I Have a Problem
October 14th, 2010
I have a problem.
That problem would be my sweet tooth.
It’s a serious issue. You could coat a piece of wood with sugar and I’d eat it and ask for more.
Enter Halloween.
My sweet tooth is happy. My blood sugar levels are bipolar. And my stomach is queasy.
You see, my sweet tooth has a once a year love affair with candy corn. It’s a terrible ordeal because it feels so right, but it’s oh-so-wrong.
I try to keep my sweet tooth both happy and in check, but this never bodes well for me. For example, the other week I bought a bag of candy corn and allowed myself a handful and then placed it in my glove compartment for "safe keeping."
It wasn’t safe. Nothing was safe. The other drivers on the road? They weren’t safe either. Especially since I spent each car ride with one hand on the wheel, leaning towards the passenger side with my other hand moving between the glove compartment and my mouth…all while my head was straining to peer over the dashboard.
I have a problem.
And recognizing that is the first step in recovery, right? So I took the next step and threw the remaining candy corn in the trash. For the safety of my fellow motorists, of course.
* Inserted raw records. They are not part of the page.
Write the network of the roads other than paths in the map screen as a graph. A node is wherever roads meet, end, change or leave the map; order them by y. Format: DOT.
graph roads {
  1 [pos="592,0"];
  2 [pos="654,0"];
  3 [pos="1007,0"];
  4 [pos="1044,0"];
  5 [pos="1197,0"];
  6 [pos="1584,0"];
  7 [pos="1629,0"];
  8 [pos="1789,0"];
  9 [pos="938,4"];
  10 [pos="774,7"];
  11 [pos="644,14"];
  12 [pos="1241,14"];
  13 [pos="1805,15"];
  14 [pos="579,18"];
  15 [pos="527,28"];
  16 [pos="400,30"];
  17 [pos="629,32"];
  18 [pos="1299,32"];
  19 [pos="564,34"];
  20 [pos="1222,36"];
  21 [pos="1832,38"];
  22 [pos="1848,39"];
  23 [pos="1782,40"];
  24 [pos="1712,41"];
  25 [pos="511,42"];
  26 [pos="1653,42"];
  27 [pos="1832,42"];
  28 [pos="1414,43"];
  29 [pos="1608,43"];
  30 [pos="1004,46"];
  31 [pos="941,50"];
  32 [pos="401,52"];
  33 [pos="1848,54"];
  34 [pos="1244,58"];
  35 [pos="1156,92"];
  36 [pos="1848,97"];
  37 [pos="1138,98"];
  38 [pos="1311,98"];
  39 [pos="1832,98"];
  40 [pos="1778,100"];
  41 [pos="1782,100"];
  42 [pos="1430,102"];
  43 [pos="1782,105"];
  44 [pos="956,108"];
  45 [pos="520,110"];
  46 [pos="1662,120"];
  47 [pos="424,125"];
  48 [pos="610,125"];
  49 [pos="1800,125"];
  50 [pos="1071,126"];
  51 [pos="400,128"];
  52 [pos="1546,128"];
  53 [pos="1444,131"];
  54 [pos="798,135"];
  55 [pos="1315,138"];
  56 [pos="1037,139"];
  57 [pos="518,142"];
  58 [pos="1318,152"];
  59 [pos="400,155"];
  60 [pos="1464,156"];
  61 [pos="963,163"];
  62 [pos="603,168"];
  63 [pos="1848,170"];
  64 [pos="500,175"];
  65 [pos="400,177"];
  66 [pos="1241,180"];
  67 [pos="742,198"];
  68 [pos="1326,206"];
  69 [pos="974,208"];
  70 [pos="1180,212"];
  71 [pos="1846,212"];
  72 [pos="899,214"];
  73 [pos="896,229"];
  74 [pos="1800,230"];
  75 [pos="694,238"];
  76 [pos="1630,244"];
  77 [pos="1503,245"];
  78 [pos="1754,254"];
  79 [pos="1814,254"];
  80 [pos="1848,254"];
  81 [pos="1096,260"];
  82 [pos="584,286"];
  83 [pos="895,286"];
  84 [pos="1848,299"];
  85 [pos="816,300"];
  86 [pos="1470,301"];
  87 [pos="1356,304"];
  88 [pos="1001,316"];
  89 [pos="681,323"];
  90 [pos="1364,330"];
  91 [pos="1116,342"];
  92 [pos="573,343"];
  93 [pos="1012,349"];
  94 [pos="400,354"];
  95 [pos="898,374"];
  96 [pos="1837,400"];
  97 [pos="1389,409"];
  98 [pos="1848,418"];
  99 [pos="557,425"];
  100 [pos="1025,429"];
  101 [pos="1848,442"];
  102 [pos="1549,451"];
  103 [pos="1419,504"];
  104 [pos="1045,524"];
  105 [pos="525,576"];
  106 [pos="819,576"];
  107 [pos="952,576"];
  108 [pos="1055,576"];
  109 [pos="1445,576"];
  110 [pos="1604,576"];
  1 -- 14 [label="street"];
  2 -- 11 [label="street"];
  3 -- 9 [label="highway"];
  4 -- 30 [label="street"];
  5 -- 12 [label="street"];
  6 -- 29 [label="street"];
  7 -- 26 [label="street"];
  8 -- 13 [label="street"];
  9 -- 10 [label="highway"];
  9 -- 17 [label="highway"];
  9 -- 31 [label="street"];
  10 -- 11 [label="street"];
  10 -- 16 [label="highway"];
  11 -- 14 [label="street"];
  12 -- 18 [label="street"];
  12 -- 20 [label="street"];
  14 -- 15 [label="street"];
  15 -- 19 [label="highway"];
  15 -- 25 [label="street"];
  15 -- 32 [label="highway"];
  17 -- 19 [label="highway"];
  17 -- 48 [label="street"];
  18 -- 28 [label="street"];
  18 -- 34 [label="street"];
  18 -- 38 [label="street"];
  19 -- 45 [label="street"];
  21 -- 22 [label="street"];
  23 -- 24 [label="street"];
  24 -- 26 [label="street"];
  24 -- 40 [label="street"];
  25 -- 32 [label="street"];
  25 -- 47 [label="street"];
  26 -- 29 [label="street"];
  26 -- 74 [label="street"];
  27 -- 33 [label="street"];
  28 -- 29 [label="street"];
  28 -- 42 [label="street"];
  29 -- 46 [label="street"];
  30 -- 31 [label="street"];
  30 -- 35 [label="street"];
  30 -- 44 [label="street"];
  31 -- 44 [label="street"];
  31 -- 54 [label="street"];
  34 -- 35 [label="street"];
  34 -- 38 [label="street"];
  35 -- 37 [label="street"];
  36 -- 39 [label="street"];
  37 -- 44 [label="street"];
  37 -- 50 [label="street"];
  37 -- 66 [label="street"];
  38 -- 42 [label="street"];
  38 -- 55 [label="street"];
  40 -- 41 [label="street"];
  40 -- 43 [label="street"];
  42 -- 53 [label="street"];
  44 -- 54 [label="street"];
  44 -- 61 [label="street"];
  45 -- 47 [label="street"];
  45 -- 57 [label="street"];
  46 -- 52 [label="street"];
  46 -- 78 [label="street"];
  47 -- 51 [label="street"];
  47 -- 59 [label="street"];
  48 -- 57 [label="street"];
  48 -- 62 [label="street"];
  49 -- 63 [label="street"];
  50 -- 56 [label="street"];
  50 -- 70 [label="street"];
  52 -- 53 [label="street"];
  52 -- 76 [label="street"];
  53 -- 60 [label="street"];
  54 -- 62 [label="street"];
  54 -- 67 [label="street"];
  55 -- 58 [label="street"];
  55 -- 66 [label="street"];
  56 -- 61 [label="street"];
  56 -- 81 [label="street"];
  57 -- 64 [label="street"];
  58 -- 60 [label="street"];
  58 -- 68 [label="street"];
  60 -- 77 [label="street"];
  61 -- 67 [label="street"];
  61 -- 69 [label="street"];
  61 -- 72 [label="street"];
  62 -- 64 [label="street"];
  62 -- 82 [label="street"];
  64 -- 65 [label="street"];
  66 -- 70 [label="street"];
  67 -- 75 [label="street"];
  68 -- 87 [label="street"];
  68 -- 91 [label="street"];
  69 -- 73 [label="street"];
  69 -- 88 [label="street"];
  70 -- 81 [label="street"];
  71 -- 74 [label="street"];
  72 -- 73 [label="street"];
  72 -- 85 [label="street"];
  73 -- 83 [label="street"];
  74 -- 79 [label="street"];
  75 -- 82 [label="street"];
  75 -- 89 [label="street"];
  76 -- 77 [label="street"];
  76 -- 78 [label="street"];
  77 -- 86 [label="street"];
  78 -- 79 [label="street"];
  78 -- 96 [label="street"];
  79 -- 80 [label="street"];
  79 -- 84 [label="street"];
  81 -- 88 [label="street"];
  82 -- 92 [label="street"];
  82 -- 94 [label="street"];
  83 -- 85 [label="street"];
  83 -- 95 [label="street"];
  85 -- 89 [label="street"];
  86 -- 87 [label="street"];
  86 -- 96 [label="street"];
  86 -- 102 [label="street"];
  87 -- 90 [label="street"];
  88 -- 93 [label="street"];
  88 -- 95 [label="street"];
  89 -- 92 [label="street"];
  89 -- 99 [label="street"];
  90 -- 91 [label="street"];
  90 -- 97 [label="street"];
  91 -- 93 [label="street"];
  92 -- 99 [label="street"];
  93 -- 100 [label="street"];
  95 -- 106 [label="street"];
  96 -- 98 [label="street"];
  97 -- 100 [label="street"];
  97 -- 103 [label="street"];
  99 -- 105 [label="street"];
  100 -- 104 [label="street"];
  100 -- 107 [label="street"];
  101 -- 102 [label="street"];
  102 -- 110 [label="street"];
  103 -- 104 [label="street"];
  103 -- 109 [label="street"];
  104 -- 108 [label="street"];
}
I felt in complete charge of my life and my decisions. I felt powerful.
Until my friend Shannon came into work complaining of the exact same problem—glove compartment and all. She was just about to throw out her bag of candy corn, too.
And I couldn’t let it happen. No, I couldn’t watch those little cornucopias of color and delight fall victim to the trash can. What a shame to watch them go to waste!
Um, back to square one.
I have a problem.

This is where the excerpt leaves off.